Furthermore, the authors evaluated biochemical markers including BNP and electrocardiographic changes for CHF in the 10 patients who developed a decline in EF in the follow-up period. Here, we observed no changes associated with the echocardiographic finding of a decline in EF.

Paclitaxel-related cardiotoxicity increased among patients with high-risk features including diabetes mellitus, hypertension, radiotherapy to the chest wall, ECOG PS 2, age > 60 years, and paclitaxel treatment in the metastatic or recurrent setting [24].

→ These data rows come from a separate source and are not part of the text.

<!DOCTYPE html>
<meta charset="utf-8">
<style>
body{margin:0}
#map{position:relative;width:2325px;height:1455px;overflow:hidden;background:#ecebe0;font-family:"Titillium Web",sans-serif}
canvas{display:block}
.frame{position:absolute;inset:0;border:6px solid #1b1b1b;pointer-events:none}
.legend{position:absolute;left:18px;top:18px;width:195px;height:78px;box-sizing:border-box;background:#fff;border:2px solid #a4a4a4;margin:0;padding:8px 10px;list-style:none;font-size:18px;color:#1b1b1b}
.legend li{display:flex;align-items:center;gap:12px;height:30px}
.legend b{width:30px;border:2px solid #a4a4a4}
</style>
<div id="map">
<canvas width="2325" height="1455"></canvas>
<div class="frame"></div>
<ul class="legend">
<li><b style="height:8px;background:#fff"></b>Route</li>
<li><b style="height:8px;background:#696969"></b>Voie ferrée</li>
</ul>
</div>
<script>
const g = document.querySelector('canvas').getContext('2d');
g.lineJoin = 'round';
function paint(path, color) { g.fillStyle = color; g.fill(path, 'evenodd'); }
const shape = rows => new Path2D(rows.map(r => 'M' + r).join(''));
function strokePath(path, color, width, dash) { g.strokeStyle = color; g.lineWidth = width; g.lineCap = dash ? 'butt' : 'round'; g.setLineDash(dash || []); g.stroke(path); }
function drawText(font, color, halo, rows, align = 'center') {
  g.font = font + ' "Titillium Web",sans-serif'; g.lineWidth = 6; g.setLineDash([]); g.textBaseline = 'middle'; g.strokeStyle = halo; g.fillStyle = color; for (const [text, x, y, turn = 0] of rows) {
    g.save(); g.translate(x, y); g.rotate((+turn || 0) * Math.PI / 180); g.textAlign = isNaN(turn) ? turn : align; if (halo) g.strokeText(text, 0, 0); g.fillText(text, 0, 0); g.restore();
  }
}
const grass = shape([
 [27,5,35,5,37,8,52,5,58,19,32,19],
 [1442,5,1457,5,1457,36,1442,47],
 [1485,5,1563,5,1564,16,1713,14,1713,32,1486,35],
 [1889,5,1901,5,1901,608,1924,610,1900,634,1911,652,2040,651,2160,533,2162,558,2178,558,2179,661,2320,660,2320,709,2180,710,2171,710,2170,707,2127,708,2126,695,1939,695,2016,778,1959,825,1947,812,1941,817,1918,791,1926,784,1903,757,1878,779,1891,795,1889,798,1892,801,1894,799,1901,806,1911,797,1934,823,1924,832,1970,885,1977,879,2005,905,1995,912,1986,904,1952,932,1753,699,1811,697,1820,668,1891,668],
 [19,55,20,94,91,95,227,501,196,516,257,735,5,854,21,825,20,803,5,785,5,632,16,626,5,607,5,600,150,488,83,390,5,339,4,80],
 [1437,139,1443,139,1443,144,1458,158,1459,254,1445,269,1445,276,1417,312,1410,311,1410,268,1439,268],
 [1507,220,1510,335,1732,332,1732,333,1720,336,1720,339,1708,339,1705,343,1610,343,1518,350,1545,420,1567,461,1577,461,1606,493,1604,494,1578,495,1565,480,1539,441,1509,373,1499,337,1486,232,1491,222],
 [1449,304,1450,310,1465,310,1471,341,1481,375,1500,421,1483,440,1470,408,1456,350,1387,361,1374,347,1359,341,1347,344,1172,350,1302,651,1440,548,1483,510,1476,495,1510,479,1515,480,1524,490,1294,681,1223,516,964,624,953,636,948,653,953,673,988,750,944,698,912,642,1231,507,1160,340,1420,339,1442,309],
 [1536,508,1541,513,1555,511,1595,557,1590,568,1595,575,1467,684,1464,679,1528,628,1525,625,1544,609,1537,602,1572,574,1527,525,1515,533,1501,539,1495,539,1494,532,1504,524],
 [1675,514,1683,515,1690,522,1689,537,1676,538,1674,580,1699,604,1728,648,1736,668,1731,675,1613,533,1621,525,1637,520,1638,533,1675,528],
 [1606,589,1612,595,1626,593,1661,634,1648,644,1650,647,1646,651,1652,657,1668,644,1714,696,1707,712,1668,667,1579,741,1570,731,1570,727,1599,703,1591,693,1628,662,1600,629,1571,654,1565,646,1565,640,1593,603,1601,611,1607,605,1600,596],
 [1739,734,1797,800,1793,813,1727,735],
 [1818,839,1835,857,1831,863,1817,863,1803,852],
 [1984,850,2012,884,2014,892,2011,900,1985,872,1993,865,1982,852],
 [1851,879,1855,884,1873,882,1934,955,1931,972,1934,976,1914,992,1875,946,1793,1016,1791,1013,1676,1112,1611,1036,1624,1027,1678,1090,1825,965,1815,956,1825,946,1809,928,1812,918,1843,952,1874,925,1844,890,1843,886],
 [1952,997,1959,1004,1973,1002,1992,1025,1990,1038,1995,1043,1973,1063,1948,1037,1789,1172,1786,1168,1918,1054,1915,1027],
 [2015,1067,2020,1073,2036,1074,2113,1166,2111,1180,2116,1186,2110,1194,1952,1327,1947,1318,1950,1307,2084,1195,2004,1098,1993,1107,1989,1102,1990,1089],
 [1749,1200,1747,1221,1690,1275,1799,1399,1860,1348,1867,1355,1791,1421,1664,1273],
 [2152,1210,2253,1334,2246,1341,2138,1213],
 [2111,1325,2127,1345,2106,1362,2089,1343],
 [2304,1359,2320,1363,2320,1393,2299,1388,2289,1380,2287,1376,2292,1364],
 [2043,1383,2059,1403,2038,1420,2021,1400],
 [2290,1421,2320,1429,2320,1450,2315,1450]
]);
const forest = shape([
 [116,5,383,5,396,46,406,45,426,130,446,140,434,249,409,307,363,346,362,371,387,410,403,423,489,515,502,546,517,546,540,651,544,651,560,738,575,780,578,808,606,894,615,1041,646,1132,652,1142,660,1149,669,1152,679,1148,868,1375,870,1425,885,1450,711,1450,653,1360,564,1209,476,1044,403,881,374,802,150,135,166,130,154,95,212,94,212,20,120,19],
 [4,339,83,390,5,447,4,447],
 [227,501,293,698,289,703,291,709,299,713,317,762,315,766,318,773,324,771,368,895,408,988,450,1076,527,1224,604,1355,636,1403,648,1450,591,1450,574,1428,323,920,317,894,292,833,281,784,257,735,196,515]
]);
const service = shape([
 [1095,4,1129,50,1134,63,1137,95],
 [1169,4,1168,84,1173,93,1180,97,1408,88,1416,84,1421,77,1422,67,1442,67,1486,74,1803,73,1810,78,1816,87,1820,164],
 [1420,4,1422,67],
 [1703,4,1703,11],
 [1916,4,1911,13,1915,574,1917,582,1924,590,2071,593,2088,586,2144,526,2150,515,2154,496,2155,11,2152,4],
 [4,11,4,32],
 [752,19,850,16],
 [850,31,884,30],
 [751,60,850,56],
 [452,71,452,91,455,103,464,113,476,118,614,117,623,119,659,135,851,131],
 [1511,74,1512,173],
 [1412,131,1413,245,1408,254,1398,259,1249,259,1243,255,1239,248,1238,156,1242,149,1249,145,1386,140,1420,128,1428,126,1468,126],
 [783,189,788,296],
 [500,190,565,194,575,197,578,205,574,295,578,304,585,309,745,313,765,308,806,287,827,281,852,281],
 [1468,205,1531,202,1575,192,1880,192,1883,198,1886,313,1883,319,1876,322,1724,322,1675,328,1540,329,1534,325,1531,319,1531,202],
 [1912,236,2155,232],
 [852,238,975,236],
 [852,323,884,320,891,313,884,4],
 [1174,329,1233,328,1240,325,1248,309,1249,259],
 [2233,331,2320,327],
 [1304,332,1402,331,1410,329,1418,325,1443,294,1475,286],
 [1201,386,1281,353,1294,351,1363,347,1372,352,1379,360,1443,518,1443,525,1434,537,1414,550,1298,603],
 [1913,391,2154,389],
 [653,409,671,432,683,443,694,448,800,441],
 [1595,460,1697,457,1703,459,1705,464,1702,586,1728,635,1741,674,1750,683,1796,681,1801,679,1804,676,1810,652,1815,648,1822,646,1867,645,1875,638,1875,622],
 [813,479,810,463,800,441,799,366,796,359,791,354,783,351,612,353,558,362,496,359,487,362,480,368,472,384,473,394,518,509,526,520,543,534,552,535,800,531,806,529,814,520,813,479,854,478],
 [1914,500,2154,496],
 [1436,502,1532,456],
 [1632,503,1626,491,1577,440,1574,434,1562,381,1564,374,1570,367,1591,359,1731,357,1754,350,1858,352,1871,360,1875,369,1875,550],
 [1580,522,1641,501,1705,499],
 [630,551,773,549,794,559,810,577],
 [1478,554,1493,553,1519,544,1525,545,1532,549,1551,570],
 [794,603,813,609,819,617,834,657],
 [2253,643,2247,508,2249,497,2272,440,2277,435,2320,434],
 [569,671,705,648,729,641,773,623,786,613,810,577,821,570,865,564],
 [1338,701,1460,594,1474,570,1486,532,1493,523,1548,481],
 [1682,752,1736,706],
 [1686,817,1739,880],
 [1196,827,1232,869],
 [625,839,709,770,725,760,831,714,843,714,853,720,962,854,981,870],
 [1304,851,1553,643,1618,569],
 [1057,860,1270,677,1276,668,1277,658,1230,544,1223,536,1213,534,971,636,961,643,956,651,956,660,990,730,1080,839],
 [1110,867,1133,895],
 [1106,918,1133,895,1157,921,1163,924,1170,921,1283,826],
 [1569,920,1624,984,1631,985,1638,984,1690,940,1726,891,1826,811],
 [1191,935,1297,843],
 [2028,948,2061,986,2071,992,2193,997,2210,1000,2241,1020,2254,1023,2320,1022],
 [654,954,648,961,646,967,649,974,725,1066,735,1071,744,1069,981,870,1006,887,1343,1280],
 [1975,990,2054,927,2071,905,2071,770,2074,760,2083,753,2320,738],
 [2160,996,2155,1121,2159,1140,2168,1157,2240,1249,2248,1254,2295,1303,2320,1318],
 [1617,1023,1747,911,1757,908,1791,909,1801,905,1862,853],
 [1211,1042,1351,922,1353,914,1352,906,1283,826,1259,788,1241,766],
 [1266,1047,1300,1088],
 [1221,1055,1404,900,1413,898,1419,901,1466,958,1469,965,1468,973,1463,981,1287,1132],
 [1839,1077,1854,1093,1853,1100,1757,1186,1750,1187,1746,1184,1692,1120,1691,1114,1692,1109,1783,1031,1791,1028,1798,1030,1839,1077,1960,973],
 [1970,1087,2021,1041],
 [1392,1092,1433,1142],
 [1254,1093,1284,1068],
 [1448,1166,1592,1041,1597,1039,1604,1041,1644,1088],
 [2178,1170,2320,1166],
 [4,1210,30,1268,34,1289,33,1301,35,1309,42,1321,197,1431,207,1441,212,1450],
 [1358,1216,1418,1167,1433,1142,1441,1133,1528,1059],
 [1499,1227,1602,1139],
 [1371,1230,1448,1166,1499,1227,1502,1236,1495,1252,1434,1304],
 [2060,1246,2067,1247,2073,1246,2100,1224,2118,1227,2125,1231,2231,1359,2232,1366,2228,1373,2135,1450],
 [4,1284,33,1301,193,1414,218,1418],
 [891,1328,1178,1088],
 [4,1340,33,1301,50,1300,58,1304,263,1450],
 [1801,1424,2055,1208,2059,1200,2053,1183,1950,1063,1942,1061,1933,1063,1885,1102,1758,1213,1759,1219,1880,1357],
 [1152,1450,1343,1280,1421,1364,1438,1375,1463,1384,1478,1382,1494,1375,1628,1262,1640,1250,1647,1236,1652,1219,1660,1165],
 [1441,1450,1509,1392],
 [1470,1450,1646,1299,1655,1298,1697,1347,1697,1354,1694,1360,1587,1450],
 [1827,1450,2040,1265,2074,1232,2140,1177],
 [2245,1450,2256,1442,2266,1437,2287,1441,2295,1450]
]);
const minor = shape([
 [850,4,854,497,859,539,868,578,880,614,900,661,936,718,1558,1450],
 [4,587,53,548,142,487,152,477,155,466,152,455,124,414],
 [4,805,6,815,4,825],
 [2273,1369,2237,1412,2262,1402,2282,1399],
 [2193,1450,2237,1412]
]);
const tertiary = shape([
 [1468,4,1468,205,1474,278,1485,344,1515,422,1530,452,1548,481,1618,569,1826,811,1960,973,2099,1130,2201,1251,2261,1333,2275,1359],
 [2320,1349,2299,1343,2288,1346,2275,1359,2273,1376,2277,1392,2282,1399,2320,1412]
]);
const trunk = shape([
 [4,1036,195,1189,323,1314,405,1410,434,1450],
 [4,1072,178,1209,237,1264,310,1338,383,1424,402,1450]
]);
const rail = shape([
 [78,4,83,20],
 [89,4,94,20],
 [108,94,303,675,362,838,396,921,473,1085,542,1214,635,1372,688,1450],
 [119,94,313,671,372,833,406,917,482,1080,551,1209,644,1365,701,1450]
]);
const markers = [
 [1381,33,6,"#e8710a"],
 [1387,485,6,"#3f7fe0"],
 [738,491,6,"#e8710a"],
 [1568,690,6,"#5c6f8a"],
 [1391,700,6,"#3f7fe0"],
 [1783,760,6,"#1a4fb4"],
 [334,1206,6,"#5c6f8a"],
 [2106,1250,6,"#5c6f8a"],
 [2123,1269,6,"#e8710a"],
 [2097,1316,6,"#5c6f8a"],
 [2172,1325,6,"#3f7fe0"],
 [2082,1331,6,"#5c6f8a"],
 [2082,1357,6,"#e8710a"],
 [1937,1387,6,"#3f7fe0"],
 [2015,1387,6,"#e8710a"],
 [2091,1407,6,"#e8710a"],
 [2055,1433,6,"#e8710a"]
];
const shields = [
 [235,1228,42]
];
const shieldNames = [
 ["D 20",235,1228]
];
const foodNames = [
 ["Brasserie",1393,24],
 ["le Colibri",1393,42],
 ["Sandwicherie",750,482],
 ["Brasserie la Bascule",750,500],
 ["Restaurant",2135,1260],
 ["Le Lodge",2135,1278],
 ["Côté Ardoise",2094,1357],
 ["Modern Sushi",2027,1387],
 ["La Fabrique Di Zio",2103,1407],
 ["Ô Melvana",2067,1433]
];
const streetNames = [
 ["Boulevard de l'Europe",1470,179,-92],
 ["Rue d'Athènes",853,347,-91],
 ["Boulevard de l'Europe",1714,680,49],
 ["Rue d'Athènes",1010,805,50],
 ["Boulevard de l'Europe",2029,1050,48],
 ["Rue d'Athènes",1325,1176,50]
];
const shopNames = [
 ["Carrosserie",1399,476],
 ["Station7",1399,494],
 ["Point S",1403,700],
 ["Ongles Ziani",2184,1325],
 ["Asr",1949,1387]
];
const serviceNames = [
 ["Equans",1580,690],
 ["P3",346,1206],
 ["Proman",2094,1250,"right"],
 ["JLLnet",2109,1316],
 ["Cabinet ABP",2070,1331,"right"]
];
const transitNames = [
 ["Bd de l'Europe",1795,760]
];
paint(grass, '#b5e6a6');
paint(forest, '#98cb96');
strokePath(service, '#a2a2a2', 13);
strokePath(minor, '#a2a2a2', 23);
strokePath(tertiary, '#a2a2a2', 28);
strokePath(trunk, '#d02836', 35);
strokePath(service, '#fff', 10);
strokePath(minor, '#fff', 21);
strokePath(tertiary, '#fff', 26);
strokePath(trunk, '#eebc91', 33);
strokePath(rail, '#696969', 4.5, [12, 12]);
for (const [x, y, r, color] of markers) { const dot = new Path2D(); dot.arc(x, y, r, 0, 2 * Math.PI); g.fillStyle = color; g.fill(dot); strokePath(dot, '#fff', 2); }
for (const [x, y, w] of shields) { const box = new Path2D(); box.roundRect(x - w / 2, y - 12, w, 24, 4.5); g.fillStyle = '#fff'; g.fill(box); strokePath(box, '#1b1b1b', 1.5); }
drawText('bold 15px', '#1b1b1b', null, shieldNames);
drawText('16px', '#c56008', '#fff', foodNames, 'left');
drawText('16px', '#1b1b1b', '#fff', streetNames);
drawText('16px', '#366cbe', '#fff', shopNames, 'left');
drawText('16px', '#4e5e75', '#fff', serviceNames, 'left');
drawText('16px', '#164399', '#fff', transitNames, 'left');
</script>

The current study has some limitations in that the authors included EF data only (without other echocardiographic data). Additionally, the authors did not perform speckle tracking strain imaging, which we believe might improve the early diagnosis of chemotherapy-induced cardiotoxicity (awaiting further confirmation from clinical trials).

Researchers/clinicians should keep in mind that paclitaxel has some cardiotoxic effects. This may lead to important questions about its application in combination with other cardiotoxic agents like trastuzumab and its use in recurrent platinum-resistant ovarian cancer. More studies are required to confirm our results and find answers to the above questions.

Conclusion

Paclitaxel has cardiotoxic effects. Careful monitoring of cardiac function during and after paclitaxel infusion is required in patients with high-risk features.

Disclosure Statement

The authors certify that they have no affiliations with or involvement in any organization or entity with any financial or non-financial interest that might affect the results of the current study.